*TASK ITEM*
Copy out all lines in the data below containing the string "dead".

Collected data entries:
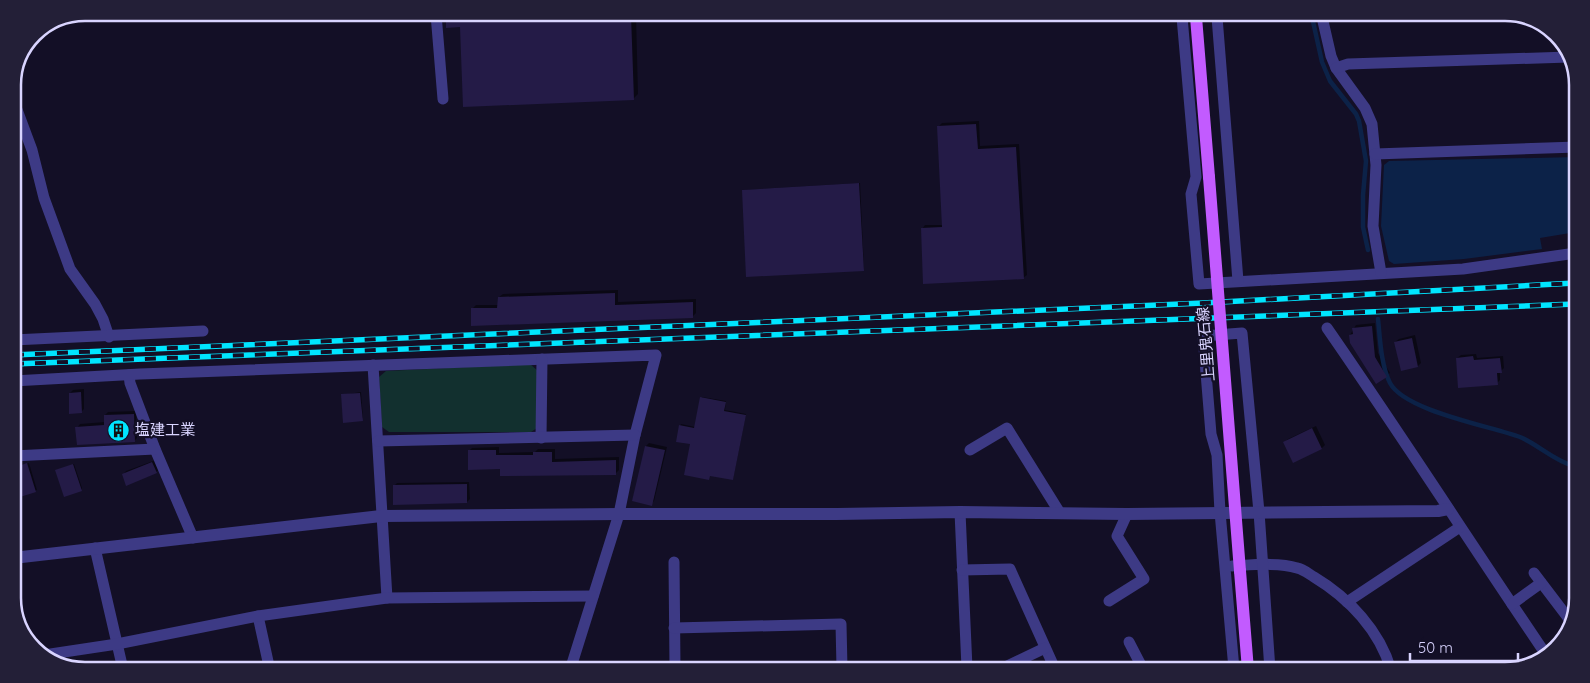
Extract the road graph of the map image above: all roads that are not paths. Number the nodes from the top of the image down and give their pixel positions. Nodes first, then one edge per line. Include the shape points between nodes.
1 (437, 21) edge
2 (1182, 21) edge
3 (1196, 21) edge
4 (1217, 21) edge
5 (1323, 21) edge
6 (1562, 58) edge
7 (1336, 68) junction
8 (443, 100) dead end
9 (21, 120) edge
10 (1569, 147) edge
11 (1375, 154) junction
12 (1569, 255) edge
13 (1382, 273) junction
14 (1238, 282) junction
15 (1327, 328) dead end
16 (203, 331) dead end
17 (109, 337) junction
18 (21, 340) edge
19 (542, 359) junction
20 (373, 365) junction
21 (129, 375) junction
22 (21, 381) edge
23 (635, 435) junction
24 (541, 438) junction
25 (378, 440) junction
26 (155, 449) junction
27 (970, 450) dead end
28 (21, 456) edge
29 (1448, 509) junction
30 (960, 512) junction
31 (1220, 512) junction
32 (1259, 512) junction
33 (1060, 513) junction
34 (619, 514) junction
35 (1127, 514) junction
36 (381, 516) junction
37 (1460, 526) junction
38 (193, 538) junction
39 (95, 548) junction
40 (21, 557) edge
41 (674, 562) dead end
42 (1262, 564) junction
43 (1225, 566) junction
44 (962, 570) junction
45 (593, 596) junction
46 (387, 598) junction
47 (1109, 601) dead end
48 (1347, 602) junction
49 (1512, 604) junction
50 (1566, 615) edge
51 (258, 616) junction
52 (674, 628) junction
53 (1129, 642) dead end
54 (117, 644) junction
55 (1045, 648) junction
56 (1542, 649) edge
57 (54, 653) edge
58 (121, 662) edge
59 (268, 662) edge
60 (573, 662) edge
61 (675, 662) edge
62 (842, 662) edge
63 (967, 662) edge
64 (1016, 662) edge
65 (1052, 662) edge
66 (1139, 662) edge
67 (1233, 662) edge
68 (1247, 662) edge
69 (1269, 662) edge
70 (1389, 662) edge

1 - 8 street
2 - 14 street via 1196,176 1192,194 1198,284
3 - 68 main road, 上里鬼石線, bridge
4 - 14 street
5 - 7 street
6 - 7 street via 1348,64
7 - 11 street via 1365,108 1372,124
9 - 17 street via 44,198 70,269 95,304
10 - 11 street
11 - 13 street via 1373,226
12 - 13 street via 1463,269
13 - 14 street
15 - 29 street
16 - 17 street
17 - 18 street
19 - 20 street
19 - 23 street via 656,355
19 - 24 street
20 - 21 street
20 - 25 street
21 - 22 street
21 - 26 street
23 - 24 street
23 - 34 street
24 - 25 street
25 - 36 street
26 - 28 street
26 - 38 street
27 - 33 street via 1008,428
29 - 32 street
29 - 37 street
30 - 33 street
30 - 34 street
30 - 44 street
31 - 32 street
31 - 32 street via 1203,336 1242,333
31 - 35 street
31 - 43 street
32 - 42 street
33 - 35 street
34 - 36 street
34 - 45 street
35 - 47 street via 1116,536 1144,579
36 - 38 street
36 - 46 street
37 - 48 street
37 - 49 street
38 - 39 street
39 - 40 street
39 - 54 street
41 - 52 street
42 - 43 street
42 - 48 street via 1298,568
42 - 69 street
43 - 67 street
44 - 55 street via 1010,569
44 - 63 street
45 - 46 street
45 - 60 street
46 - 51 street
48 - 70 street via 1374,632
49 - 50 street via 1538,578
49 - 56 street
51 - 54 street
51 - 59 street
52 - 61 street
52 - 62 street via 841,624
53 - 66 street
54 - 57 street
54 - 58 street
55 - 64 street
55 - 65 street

*ANSWER SECTION*
8 (443, 100) dead end
15 (1327, 328) dead end
16 (203, 331) dead end
27 (970, 450) dead end
41 (674, 562) dead end
47 (1109, 601) dead end
53 (1129, 642) dead end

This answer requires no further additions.